Tubes do tend to last longer than flats. But flats are also much cheaper. If you want the flats to last a little longer you could try cutting them un-tapered.


----------



## Northerner (Nov 9, 2010)

I'm doing a shot count on some mild shooting TheraGold flatbands. They are cut to *3/4" x 8 5/8"* (straight cut). I'm using 3/8" steel and 5/16" steel for ammo. Velocity was clocked at 178fps and 187fps respectively. My draw length is around 30". My count is currently at 985 shots with no breakage yet.

A while ago I did a shot count with 1/16" gum rubber flatbands (3/4" x 1/2" x 9 1/4"). If I remember correctly, I got around 1300 shots before breakage.

Cheers,
Northerner


----------



## Bill Hays (Aug 9, 2010)

I have a bandset made from 1745 looped, but tied slightly different on one of my SEAL variants that has shot more than 5000 rounds of 3/8" and 7/16" steel with a little lead ammo mixed in every now and then... This set is cut a little longer and is drawn to my normal 44" pull, it shoots a 3/8" steel ball at almost exactly 250 fps at this draw length.

My 0.04 latex bands, straight cut 1" X 9" when pulled to 44" fire the 3/8" steel balls at about 300 fps... but they only last about 300 shots.
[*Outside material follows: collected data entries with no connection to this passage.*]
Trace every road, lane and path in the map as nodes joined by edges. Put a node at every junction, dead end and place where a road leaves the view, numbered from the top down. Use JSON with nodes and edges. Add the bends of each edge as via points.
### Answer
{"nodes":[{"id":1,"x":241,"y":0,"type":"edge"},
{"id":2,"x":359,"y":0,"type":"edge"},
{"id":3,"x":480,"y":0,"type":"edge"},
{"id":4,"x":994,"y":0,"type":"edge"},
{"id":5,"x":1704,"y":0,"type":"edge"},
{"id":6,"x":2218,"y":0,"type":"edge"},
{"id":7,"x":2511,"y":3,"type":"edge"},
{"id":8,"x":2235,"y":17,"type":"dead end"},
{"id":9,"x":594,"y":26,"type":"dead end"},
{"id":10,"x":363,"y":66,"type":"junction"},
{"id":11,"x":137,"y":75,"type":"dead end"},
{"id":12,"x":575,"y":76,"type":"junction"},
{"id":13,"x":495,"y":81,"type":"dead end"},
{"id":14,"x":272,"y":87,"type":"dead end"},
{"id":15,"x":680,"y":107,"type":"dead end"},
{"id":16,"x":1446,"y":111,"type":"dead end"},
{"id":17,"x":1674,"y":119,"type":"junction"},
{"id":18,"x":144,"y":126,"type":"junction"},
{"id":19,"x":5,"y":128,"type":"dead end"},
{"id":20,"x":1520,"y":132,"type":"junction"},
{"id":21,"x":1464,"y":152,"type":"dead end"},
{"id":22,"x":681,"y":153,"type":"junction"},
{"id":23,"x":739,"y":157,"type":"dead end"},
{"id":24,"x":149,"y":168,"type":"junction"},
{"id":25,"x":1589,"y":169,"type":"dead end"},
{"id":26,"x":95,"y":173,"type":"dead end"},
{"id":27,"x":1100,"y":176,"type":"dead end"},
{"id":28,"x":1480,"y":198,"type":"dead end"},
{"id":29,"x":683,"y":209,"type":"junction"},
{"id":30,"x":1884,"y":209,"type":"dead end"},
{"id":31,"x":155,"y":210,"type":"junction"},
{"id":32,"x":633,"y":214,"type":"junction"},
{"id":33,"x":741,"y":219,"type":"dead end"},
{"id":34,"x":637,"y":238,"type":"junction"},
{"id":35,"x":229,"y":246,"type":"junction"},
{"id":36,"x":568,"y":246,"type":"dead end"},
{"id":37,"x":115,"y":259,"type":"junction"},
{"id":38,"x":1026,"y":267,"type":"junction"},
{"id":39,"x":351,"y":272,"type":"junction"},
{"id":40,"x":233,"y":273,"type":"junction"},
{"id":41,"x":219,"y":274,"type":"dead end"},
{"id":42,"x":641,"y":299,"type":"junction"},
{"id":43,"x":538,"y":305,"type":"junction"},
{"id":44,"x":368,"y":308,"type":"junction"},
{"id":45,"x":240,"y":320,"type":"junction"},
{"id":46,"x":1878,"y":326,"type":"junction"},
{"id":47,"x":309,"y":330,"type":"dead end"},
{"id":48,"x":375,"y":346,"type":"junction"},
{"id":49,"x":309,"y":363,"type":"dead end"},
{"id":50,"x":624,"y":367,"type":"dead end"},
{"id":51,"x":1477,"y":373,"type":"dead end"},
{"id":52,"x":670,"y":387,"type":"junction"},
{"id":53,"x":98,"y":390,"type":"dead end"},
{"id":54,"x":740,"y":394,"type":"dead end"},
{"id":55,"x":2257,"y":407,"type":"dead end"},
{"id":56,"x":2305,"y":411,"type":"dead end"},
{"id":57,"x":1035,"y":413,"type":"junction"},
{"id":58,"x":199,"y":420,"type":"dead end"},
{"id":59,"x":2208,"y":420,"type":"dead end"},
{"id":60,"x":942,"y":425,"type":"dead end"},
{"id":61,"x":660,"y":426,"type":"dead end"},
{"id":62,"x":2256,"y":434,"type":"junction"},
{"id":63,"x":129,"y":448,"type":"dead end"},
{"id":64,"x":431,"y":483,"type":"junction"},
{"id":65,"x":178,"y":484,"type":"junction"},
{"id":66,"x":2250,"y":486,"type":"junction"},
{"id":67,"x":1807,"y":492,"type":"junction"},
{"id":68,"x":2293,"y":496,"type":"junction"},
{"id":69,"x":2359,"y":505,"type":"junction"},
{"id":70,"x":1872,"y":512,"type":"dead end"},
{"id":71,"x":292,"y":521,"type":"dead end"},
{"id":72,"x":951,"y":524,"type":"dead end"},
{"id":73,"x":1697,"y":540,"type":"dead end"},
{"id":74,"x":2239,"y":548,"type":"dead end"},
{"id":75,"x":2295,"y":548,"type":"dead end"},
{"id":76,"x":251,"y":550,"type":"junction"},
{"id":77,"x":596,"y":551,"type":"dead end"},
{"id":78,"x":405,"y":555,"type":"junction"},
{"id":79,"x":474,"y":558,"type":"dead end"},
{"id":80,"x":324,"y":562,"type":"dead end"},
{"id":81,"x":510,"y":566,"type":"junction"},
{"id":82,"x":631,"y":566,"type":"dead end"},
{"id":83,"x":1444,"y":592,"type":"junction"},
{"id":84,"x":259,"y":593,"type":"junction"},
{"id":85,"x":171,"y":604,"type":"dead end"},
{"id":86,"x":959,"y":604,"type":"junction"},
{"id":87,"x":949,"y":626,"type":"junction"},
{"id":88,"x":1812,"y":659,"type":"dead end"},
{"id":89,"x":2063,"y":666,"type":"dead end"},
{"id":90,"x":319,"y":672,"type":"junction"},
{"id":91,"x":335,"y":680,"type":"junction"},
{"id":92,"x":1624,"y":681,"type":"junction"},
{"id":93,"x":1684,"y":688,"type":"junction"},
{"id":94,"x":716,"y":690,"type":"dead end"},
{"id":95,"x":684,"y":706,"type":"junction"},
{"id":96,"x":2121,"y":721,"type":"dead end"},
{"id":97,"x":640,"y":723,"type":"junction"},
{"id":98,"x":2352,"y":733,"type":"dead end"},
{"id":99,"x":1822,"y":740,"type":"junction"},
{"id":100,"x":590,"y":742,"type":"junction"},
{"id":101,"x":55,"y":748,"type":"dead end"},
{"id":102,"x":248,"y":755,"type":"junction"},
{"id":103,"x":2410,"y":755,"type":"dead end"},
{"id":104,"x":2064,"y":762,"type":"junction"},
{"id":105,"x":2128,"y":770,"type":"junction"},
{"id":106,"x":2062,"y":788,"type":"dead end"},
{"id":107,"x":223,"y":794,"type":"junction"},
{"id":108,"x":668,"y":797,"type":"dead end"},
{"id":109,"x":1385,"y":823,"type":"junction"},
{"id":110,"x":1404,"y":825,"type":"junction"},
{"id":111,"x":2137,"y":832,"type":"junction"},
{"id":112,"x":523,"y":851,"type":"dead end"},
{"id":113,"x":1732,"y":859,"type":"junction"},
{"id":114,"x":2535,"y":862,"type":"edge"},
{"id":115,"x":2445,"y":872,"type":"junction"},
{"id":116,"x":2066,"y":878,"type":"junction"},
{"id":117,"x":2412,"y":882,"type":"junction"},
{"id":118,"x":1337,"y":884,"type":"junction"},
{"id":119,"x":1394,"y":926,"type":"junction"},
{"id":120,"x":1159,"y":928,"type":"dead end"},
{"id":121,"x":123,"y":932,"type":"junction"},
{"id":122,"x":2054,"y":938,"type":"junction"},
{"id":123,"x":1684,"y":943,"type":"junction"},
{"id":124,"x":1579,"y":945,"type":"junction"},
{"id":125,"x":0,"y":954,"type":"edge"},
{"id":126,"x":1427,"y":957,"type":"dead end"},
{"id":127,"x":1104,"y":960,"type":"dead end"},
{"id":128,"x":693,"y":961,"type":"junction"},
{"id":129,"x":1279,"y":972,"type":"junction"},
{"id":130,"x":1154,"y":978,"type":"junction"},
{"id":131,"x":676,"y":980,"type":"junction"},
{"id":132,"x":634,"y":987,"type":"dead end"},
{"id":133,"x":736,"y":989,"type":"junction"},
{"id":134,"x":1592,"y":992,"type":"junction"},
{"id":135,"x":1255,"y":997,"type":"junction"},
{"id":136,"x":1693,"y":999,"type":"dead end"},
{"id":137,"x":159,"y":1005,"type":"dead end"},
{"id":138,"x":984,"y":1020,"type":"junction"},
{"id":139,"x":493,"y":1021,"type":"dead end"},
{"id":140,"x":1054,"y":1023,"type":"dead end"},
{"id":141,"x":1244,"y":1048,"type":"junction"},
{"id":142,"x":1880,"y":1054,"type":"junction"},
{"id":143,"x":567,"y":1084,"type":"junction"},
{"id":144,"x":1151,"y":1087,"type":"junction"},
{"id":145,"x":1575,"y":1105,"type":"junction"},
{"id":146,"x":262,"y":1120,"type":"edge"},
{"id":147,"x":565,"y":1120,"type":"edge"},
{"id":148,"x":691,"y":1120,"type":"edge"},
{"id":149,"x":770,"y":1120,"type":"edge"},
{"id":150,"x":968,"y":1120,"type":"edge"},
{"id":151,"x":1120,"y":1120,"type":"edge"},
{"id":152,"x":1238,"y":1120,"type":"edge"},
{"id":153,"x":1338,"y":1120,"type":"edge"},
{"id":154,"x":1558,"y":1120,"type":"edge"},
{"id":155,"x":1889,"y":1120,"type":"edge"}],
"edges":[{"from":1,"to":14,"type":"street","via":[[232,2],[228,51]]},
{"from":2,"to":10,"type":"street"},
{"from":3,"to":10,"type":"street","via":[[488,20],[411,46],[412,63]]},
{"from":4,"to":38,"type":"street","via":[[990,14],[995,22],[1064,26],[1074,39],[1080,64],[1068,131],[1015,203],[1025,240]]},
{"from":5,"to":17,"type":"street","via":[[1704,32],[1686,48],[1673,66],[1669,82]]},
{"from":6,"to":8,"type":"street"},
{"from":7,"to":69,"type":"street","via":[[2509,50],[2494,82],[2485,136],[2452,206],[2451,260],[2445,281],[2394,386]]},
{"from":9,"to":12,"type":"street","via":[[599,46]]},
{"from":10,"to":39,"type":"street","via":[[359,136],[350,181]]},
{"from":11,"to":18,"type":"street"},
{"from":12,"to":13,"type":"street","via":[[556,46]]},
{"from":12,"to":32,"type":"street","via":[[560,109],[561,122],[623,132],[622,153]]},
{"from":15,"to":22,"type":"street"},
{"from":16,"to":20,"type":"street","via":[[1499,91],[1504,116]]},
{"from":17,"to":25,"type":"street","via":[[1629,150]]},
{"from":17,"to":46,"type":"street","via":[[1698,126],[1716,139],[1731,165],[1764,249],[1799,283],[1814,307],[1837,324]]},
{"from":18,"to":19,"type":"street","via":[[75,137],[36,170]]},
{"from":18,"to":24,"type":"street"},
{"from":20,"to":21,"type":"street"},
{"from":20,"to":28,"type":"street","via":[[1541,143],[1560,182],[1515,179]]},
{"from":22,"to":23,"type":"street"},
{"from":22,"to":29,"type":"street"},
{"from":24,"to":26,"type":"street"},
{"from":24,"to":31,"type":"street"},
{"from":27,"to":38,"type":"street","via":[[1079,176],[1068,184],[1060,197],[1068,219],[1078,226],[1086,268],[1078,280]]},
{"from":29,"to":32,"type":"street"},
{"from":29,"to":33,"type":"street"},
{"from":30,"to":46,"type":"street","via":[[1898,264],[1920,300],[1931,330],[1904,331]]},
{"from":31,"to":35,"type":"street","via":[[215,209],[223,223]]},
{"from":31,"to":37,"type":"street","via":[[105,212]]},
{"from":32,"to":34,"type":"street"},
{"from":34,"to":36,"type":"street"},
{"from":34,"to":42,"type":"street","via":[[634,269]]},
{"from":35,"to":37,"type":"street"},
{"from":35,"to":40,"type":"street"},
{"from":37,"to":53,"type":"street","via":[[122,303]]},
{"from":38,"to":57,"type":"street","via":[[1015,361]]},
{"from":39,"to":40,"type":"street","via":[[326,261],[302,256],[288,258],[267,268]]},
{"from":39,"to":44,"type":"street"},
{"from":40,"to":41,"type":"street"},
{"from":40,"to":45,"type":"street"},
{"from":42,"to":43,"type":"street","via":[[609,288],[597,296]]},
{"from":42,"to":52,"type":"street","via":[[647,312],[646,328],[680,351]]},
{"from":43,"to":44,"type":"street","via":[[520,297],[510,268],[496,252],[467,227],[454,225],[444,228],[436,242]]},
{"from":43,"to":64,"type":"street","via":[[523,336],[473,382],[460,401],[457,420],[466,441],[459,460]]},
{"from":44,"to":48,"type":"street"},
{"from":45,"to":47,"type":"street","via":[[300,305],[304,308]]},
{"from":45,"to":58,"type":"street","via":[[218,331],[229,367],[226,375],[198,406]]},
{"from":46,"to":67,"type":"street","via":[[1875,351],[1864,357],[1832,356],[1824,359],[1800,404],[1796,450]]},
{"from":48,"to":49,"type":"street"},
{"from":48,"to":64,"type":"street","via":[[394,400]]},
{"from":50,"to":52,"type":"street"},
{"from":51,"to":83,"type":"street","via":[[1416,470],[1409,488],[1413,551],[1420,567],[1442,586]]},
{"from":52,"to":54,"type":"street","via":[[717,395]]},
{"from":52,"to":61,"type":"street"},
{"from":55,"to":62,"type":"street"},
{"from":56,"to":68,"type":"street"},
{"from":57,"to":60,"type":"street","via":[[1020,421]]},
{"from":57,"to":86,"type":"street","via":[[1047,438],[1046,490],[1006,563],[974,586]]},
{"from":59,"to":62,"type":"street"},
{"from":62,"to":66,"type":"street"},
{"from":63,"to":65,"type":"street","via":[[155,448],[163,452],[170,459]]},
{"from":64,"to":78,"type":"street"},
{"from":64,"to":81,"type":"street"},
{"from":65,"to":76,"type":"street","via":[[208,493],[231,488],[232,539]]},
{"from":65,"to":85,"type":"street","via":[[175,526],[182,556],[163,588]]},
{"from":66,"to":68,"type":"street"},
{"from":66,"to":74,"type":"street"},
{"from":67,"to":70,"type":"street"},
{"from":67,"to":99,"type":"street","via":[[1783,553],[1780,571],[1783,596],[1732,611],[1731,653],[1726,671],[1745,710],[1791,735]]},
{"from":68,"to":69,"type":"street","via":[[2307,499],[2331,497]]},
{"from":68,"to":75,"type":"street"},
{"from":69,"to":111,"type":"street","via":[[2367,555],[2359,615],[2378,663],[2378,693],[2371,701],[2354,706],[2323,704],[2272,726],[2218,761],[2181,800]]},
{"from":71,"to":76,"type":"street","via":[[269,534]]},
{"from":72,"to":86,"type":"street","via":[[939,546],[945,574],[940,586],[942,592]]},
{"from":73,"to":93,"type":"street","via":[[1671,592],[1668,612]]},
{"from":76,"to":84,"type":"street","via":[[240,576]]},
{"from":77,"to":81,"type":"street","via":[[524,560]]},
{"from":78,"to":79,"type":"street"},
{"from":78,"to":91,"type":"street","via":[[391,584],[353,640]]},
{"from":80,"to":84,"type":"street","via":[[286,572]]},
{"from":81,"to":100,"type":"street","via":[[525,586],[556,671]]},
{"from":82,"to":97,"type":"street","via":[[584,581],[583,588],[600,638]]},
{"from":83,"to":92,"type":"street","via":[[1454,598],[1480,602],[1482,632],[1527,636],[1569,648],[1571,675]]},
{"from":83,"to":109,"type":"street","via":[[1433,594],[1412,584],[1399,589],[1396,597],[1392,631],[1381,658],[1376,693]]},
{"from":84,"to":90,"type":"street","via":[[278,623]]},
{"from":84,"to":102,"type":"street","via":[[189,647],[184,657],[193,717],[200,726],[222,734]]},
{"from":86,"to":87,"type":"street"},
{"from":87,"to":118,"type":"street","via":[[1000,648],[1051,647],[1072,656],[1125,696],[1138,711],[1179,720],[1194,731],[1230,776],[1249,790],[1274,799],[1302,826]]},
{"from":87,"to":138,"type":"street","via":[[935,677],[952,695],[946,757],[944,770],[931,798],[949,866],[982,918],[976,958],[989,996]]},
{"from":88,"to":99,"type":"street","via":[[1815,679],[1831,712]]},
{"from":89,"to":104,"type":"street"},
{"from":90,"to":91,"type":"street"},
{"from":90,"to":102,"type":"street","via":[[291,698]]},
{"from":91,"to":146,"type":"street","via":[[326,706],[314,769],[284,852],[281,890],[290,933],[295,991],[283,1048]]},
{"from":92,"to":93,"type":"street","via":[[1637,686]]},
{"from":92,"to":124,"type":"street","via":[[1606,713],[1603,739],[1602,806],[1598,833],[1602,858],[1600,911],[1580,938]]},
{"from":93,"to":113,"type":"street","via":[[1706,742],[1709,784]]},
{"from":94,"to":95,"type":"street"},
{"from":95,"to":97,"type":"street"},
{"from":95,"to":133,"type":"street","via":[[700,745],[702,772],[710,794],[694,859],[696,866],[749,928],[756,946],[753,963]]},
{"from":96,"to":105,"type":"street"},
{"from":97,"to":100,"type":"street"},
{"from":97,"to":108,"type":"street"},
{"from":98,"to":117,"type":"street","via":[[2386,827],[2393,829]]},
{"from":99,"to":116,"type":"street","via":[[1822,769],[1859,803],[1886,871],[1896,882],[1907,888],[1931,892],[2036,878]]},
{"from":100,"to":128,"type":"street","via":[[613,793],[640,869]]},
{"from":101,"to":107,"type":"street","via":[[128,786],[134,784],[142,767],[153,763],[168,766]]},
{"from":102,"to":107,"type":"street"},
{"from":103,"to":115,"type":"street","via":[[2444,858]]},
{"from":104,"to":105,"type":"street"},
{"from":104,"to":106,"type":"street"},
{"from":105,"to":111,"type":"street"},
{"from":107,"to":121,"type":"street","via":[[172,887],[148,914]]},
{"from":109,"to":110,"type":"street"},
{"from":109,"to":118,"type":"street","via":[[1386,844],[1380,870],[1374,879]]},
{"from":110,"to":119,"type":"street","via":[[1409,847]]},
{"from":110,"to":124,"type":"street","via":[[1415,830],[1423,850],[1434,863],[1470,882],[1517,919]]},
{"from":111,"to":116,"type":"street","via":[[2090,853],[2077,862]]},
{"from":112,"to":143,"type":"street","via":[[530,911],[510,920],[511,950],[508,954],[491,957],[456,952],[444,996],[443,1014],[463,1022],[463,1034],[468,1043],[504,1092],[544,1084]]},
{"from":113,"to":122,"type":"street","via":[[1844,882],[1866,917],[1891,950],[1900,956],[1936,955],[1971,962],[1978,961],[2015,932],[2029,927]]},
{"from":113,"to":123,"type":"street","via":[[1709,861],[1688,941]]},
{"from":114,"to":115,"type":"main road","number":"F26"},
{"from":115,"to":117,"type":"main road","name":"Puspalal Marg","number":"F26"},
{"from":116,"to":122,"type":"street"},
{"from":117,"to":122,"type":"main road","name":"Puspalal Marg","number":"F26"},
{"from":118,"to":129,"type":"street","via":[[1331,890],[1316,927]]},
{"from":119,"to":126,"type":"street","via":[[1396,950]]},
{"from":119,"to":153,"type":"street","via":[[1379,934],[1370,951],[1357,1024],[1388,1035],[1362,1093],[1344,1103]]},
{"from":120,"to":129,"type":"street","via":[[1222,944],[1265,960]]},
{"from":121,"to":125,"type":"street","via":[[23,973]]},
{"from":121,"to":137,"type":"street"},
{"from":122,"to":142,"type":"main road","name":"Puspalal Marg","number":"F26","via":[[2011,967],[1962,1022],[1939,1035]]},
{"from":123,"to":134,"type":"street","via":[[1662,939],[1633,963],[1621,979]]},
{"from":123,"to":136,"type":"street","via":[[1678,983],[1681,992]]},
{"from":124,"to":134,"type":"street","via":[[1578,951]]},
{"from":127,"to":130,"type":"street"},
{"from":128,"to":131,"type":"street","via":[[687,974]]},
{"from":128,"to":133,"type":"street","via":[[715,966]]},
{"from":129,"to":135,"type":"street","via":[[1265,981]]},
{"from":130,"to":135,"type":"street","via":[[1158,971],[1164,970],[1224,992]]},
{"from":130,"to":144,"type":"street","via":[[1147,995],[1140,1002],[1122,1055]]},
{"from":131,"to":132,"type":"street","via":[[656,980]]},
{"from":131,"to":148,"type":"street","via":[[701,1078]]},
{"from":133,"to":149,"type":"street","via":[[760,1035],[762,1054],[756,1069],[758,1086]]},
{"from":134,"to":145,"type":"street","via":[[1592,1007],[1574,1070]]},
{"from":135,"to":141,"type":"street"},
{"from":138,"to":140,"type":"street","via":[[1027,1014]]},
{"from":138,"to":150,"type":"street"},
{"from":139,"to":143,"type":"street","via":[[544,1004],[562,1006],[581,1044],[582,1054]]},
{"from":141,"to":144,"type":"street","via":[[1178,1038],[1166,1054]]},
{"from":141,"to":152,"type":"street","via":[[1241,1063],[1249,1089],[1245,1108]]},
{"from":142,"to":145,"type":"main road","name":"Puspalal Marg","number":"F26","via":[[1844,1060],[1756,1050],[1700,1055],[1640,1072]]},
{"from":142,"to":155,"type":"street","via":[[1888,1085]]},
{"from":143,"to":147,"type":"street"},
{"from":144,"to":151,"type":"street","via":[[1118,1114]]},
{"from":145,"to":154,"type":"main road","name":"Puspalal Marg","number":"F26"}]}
The bands pull much easier and nicer plus the shot shock is much less as well... so I very much prefer the bands over the tubes for precision shooting. But if card cutting cutting precision isn't really necessary, like hunting for rabbit or squirrel... then the tubes will more than do the trick. So, I basically have a throw in the truck and go slingshot that's good for most things... but if I'm doing card splits or other highly precise shooting, then it's bands and one of my other slingshots all the way.


----------



## M.J (Nov 1, 2010)

Bill Hays said:


> I have a bandset made from 1745 looped, but tied slightly different on one of my SEAL variants that has shot more than 5000 rounds of 3/8" and 7/16" steel with a little lead ammo mixed in every now and then... This set is cut a little longer and is drawn to my normal 44" pull, it shoots a 3/8" steel ball at almost exactly 250 fps at this draw length.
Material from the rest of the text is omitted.